第295話 四面

 呆然と様子を伺っていたバートン達だが、クリスとアイオーンが一歩を踏み出すと同時に、警戒態勢を取った。


 それでもお構いなく動く自身の脚に戸惑いながらも、クリスは体の様子を観察する。


 体中に刻まれていた大量の傷は、いつの間にか閉じてしまったらしく、出血も止まっている。


 傷が塞がったのと一緒に、欠けていた鱗も治っていることから、自然治癒力が向上しているように思えた。


 不思議な点はそれだけではない、一つの身体に二人の意識が混在しているにも関わらず、身体を動かすことに一切の支障が無いのだ。


 どういう理屈なのか、良く分からなかったクリスは、すぐにそんな疑問を放り捨てると、眼前に構えている敵に意識を集中することにした。


『クリス! 気を付けて! 足元に何かが近付いてるよ!』


「マジか!?」


 頭の中に響き渡ったアイオーンの声を聞き、思わず声を上げたクリスは、勢いのまま大きく跳躍してしまった。


 結果的に言えば、その跳躍は功を奏したと言えるだろう。


 クリスの走っていた進路を妨げるように、数本の太い枝が隆起したのだ。


 跳躍することなく駆け続けていれば、鋭い枝の先端が彼の胴体を貫いていただろう。


 成す術なく命を落としてしまう自身の姿を想像しながら、クリスは溜息を吐き、眼下を見下ろす。


 この攻撃が誰によるものなのか、考えるまでも無い。


 クリス達のことを見あげているドグルが、両腕を足元の床へと潜り込ませていた。


「ドグルは仲間じゃなかったんか? まぁ良いや、悩んでも仕方ねぇし」


『クリス、気を付けて、多分ドグル以外にも居るよ。木のある場所は全部、敵だと思った方が良いね』


「アイオーン、それってニオイが分かるってこと? いつの間に、またニオイが分かるようになったん? それと、どうやって頭の中で話しよるん?」


『うーん、ついさっきかな。多分、クリス君が体を動かし始めたくらいから。どうやってって言われても、なんとなくかなぁ……同時に口を使ったら面倒でしょ? だから……って、今はそんな事言ってる場合じゃないよ! ニオイが分かるようになったから、僕ならミノーラ達を助けられるかもしれないし! 急いで全員倒しちゃおう!』


 徐々に落下を始めている最中、頭の中で会話を交わしたクリスは、視界の端で動くものを捉えた。
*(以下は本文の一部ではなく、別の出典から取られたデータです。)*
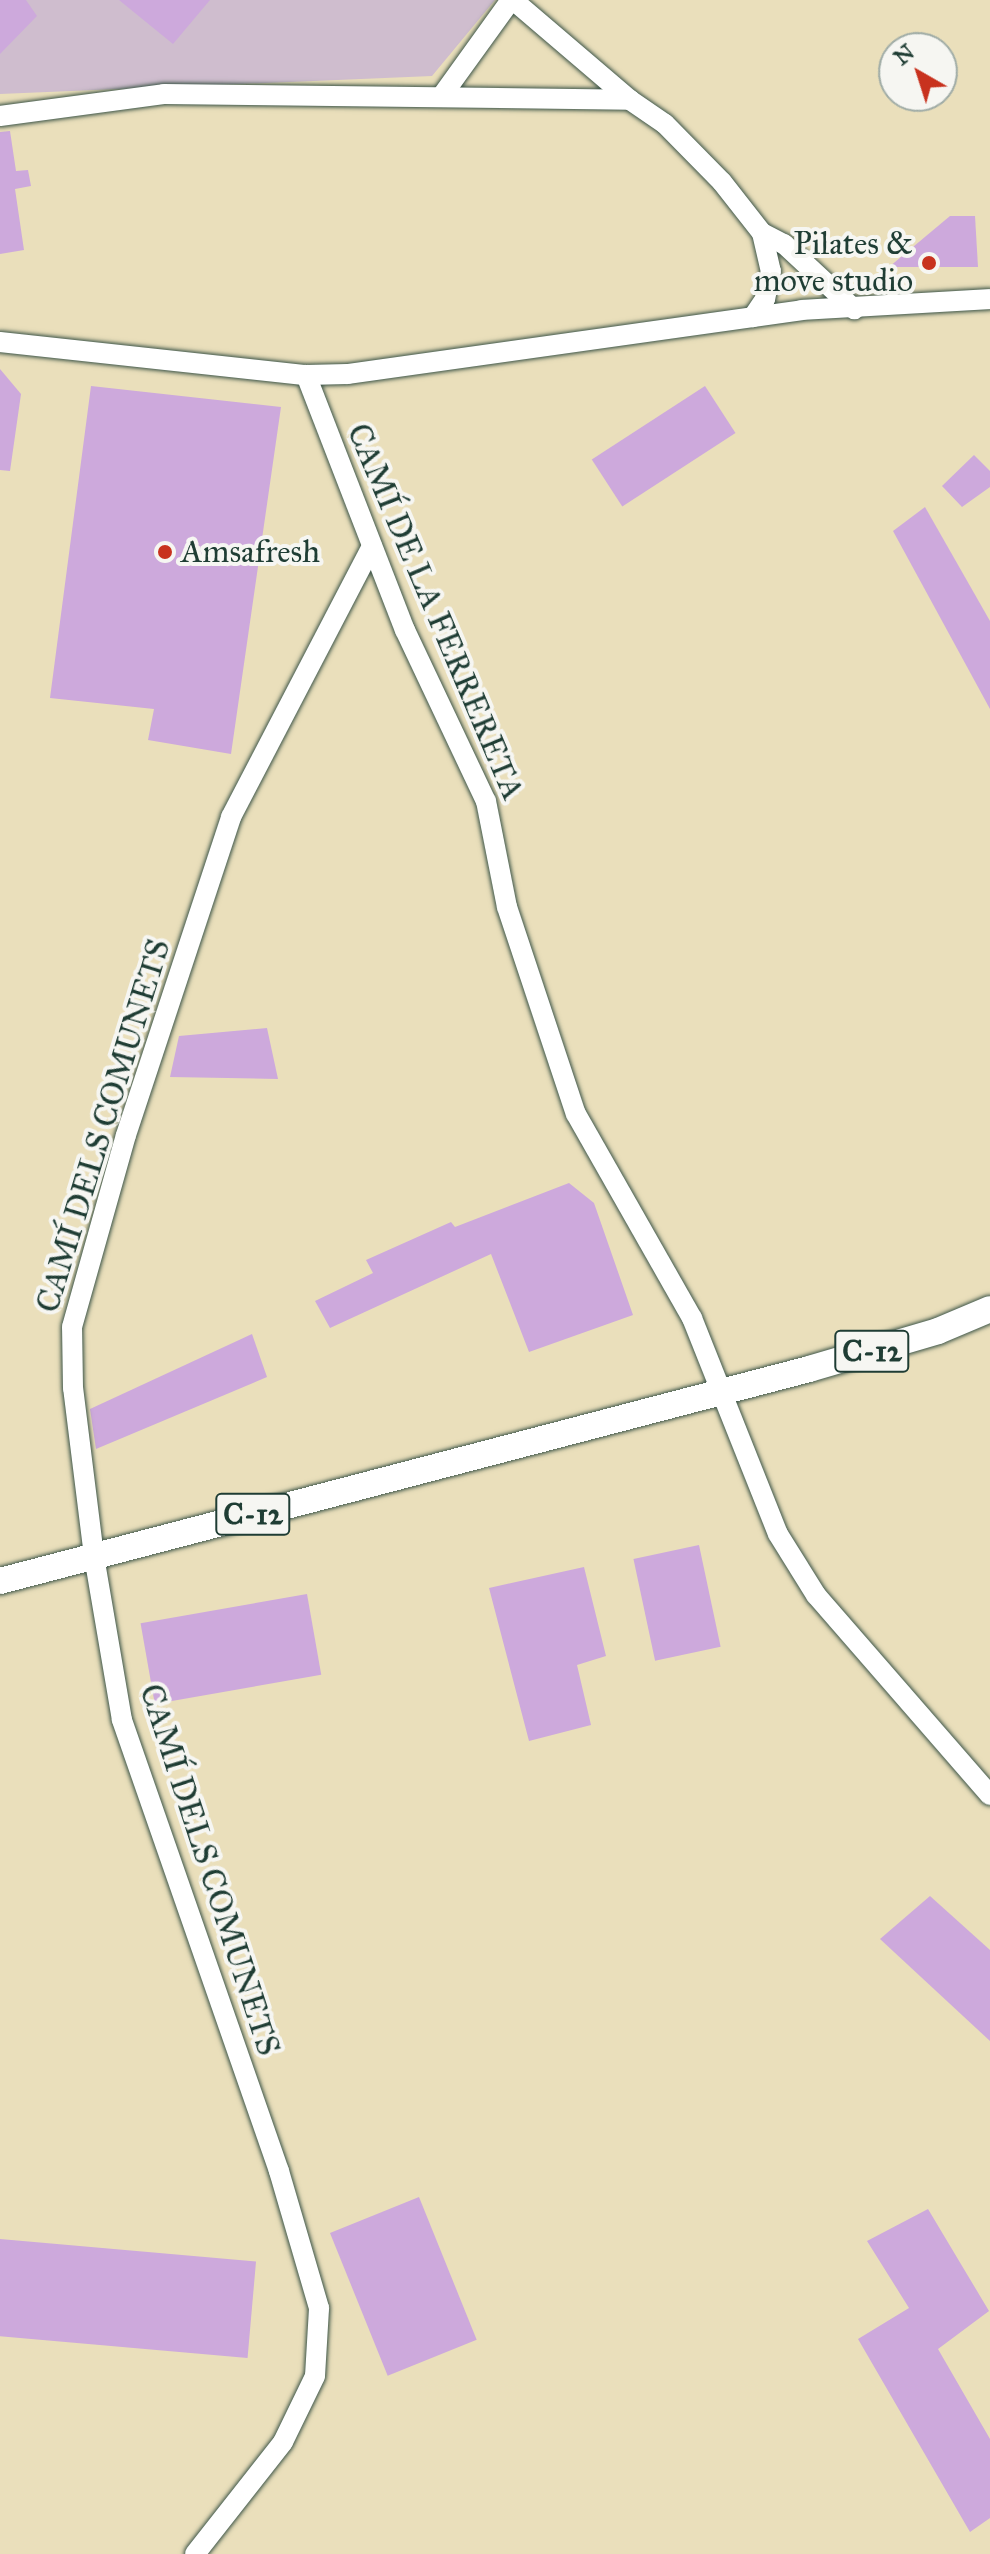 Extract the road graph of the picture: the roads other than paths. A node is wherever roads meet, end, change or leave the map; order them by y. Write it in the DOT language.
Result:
graph roads {
  1 [pos="512,0"];
  2 [pos="441,97"];
  3 [pos="630,100"];
  4 [pos="0,116"];
  5 [pos="762,233"];
  6 [pos="990,299"];
  7 [pos="854,309"];
  8 [pos="753,317"];
  9 [pos="0,342"];
  10 [pos="306,375"];
  11 [pos="372,546"];
  12 [pos="990,1309"];
  13 [pos="718,1394"];
  14 [pos="94,1556"];
  15 [pos="0,1581"];
  16 [pos="990,1795"];
  17 [pos="195,2554"];
  1 -- 2 [label="street"];
  1 -- 3 [label="street"];
  2 -- 3 [label="street"];
  2 -- 4 [label="street"];
  3 -- 5 [label="street"];
  5 -- 7 [label="street"];
  5 -- 8 [label="street"];
  6 -- 7 [label="street"];
  7 -- 8 [label="street"];
  8 -- 10 [label="street"];
  9 -- 10 [label="street"];
  10 -- 11 [label="street, CAMÍ DE LA FERRERETA"];
  11 -- 13 [label="street, CAMÍ DE LA FERRERETA"];
  11 -- 14 [label="street, CAMÍ DELS COMUNETS"];
  12 -- 13 [label="main road, C-12"];
  13 -- 14 [label="main road, C-12"];
  13 -- 16 [label="street, CAMÍ DE LA FERRERETA"];
  14 -- 15 [label="main road, C-12"];
  14 -- 17 [label="street, CAMÍ DELS COMUNETS"];
}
 クリスの真下を駆けて、背後を取ろうとしているレイガス。


 クリスの着地地点付近で待ち構えているサチ。


 躊躇することなくクリスの元へと跳躍をしてきたバートン。


 三者三様の動きを目で確認したクリスは、すぐに左腕の拳を握り込んだ。


 例の如く、拳の先から飛び出した粘性のある鞭を、ブンブンと振り回し始める。


 そうして、程よく勢いの乗った鞭を、クリスは迫りくるバートンに向けて投げ落とした。
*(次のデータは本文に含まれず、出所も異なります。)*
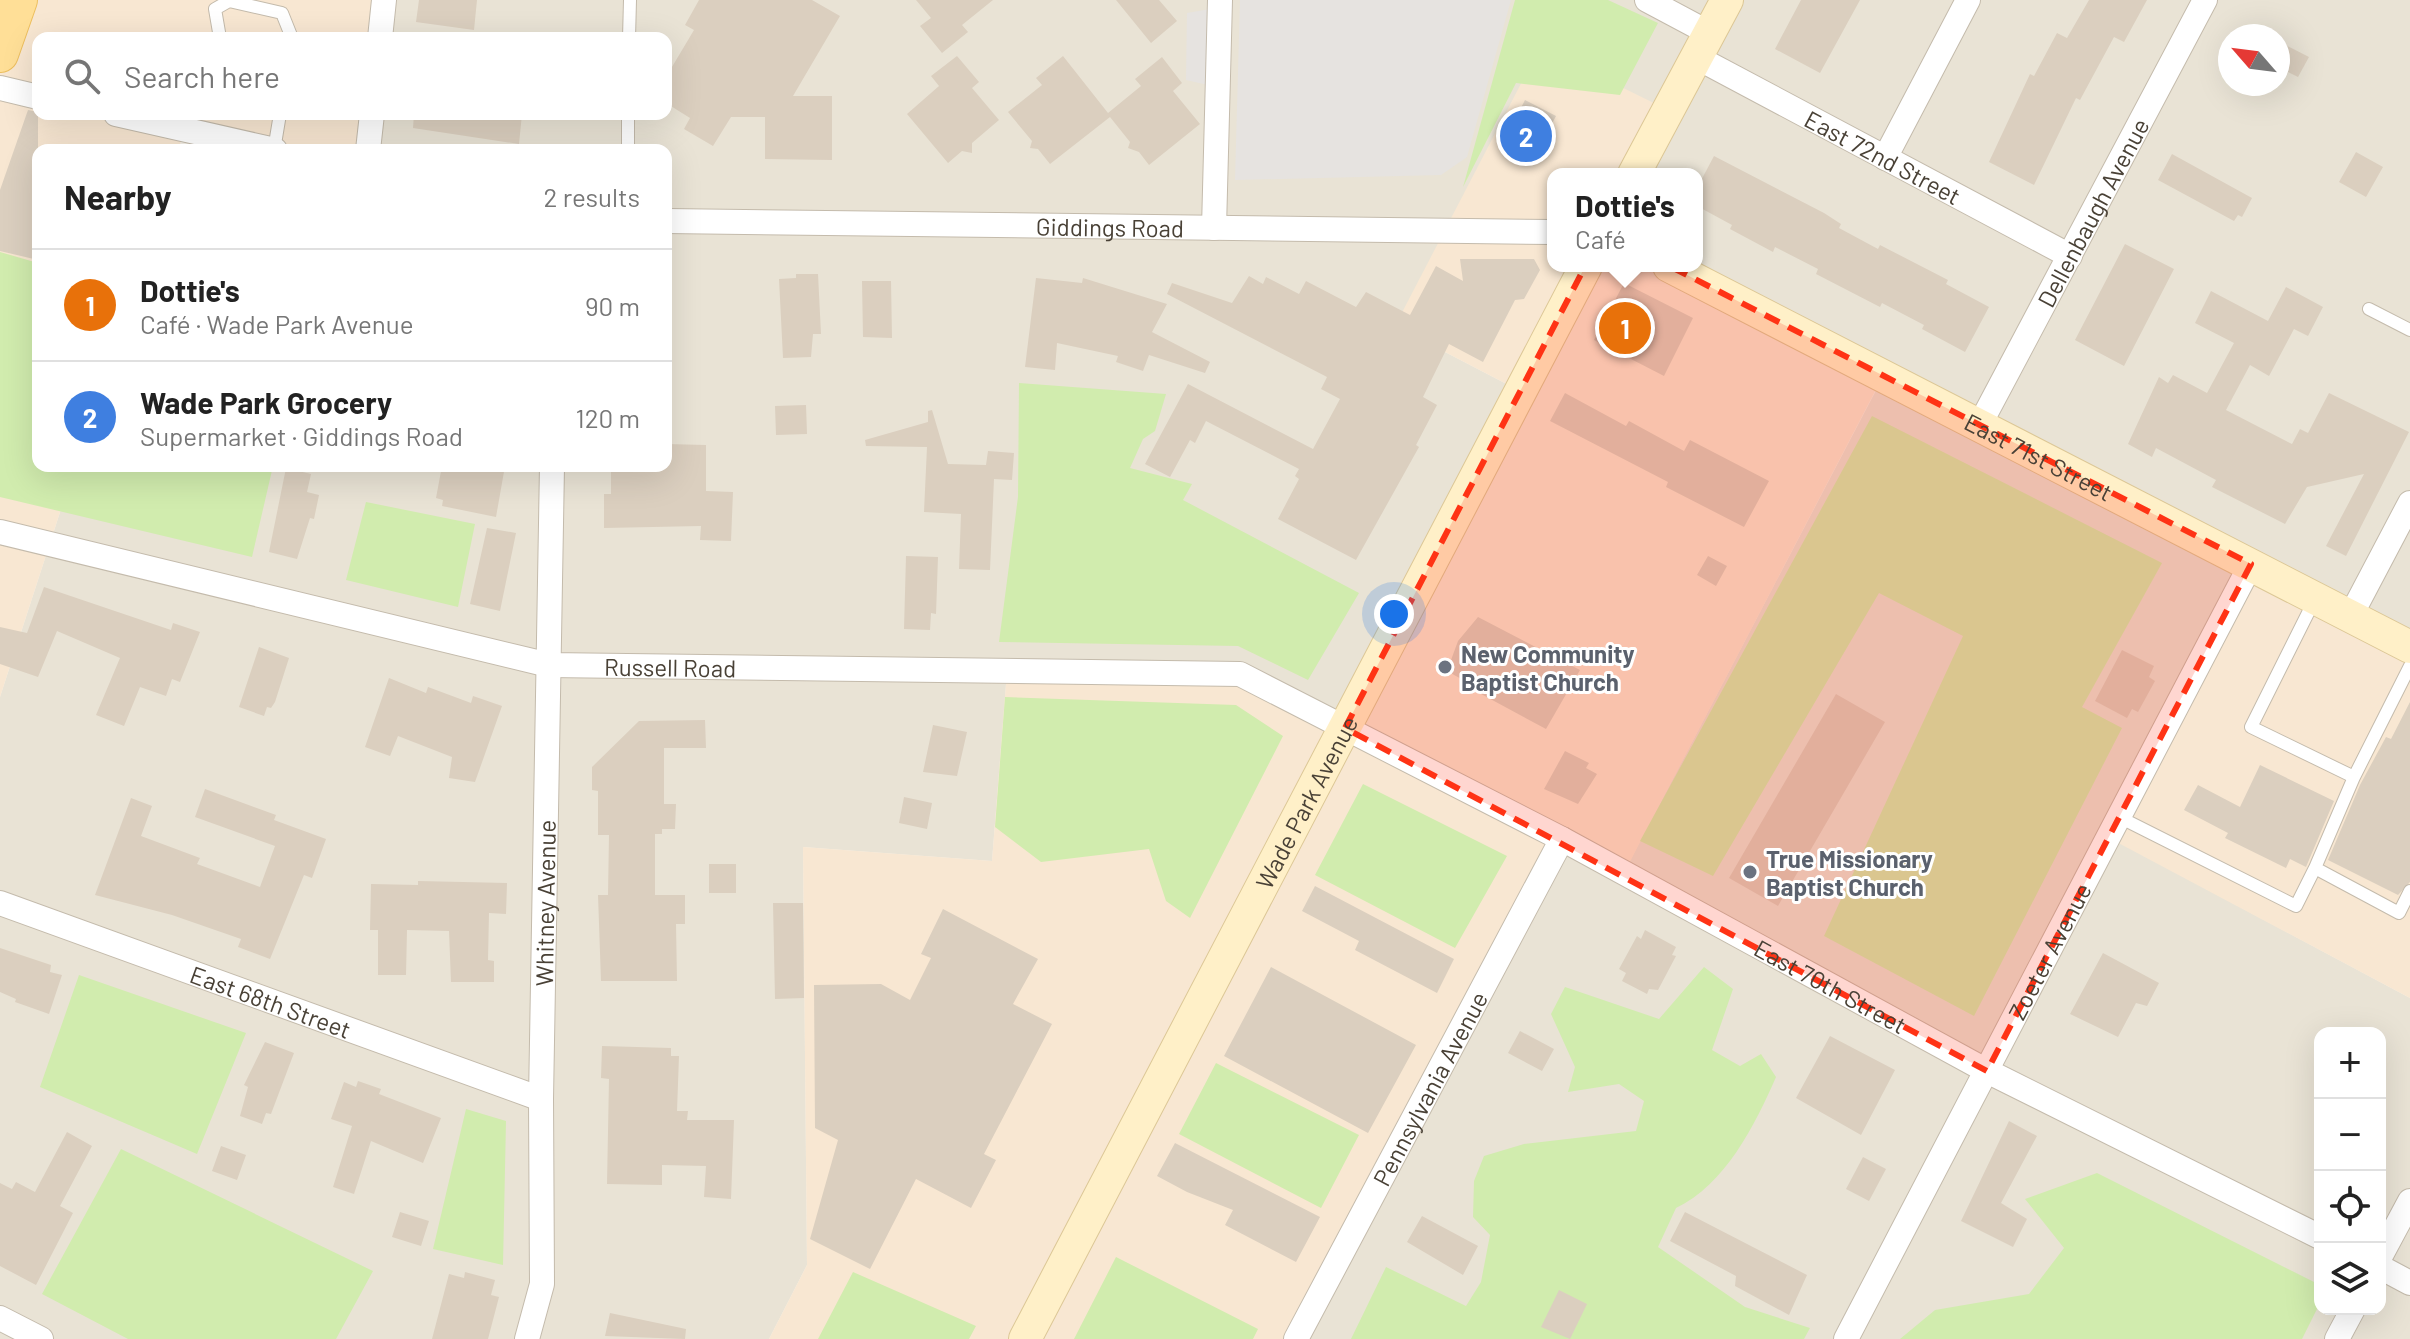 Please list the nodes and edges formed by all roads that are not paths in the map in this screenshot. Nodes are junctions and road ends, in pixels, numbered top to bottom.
1 (19, 0) edge
2 (384, 0) edge
3 (630, 0) edge
4 (1220, 0) edge
5 (1647, 0) edge
6 (1727, 0) edge
7 (1968, 0) edge
8 (2205, 0) edge
9 (219, 32) edge
10 (290, 32) edge
11 (381, 32) edge
12 (629, 32) edge
13 (1702, 45) junction
14 (0, 54) edge
15 (0, 88) edge
16 (32, 96) edge
17 (142, 120) edge
18 (279, 120) edge
19 (371, 120) edge
20 (628, 120) edge
21 (248, 144) edge
22 (276, 144) edge
23 (369, 144) edge
24 (628, 144) edge
25 (1885, 158) junction
26 (1637, 168) edge
27 (672, 221) edge
28 (1214, 228) junction
29 (1547, 232) edge
30 (2070, 256) junction
31 (1583, 272) edge
32 (1681, 272) edge
33 (2369, 309) dead end
34 (2410, 330) edge
35 (1979, 426) junction
36 (552, 472) edge
37 (2410, 503) edge
38 (0, 532) edge
39 (2251, 564) junction
40 (2316, 599) junction
41 (2350, 617) junction
42 (2410, 647) edge
43 (549, 665) junction
44 (2410, 666) edge
45 (1345, 728) junction
46 (2354, 777) junction
47 (2119, 817) junction
48 (1562, 839) junction
49 (2315, 868) junction
50 (2410, 891) edge
51 (0, 903) edge
52 (1987, 1071) junction
53 (541, 1099) junction
54 (2410, 1201) edge
55 (2314, 1234) edge
56 (2386, 1246) edge
57 (2386, 1270) edge
58 (2410, 1283) edge
59 (2350, 1315) edge
60 (0, 1318) edge
61 (41, 1339) edge
62 (527, 1339) edge
63 (1025, 1339) edge
64 (1296, 1339) edge
65 (1846, 1339) edge
66 (2337, 1339) edge

1 - 14 main road
2 - 11 street
3 - 12 lane
4 - 28 street
5 - 13 street, East 72nd Street
6 - 13 street
7 - 25 street
8 - 30 street, Dellenbaugh Avenue
9 - 10 lane
13 - 25 street, East 72nd Street
13 - 26 street
15 - 16 street
17 - 21 street
18 - 22 lane
19 - 23 street
20 - 24 lane
25 - 30 street, East 72nd Street
27 - 28 street, Giddings Road
28 - 29 street, Giddings Road
30 - 35 street, Dellenbaugh Avenue
31 - 45 street, Wade Park Avenue
32 - 35 street, East 71st Street
33 - 34 lane
35 - 39 street, East 71st Street
36 - 43 street, Whitney Avenue
37 - 41 street
38 - 43 street, Russell Road
39 - 40 street, East 71st Street
39 - 47 street, Zoeter Avenue
40 - 41 street, East 71st Street
40 - 46 lane
41 - 42 street, East 71st Street
43 - 45 street, Russell Road
43 - 53 street, Whitney Avenue
44 - 46 lane
45 - 48 street, East 70th Street
45 - 63 street, Wade Park Avenue
46 - 49 lane
47 - 49 lane
47 - 52 street, Zoeter Avenue
48 - 52 street, East 70th Street
48 - 64 street, Pennsylvania Avenue
49 - 50 lane
51 - 53 street, East 68th Street
52 - 55 street, East 70th Street
52 - 65 street, Zoeter Avenue
53 - 62 street, Whitney Avenue
54 - 56 street
57 - 58 street
59 - 66 street
60 - 61 street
 斜め前に向けて放たれた鞭は、急な楕円弧を描きながら、落下する。


 普通であれば、目の前に迫ったその鞭を空中で避けることなどできるわけが無い。


 しかし、バートンはそれをやってのけるのである。


 上半身と下半身を逆に捻り、勢いよく元に戻す反動で、わずかに体の軸を鞭の軌道上から逸らす。


 紙一重で鞭を避けつつ、勢いを落とすことなく迫るバートンの姿を、対するクリスも予想していた。


 クリスは思わず零れた笑みを見せつけながら、握り締めていた左の拳を緩めると、左腕を一気に振り上げる。


 当然、放り投げられていた無理の先端は、激しく空気を打ち付け、クリスの左腕へと引き戻される。


 その反動で鞭がバートンの左腕に引っかかった瞬間、クリスは右手で鞭を掴み上げると、全身を勢いよく左に回転させた。


 そうすることでさらに加速した鞭の先端は、引っ掛かったバートンの左腕に巻き付いて行く。


 しまったとばかりに歯を喰いしばるバートンの顔を見たクリスは、すぐに右腕を鞭から離すと、力一杯に左の拳を握り込む。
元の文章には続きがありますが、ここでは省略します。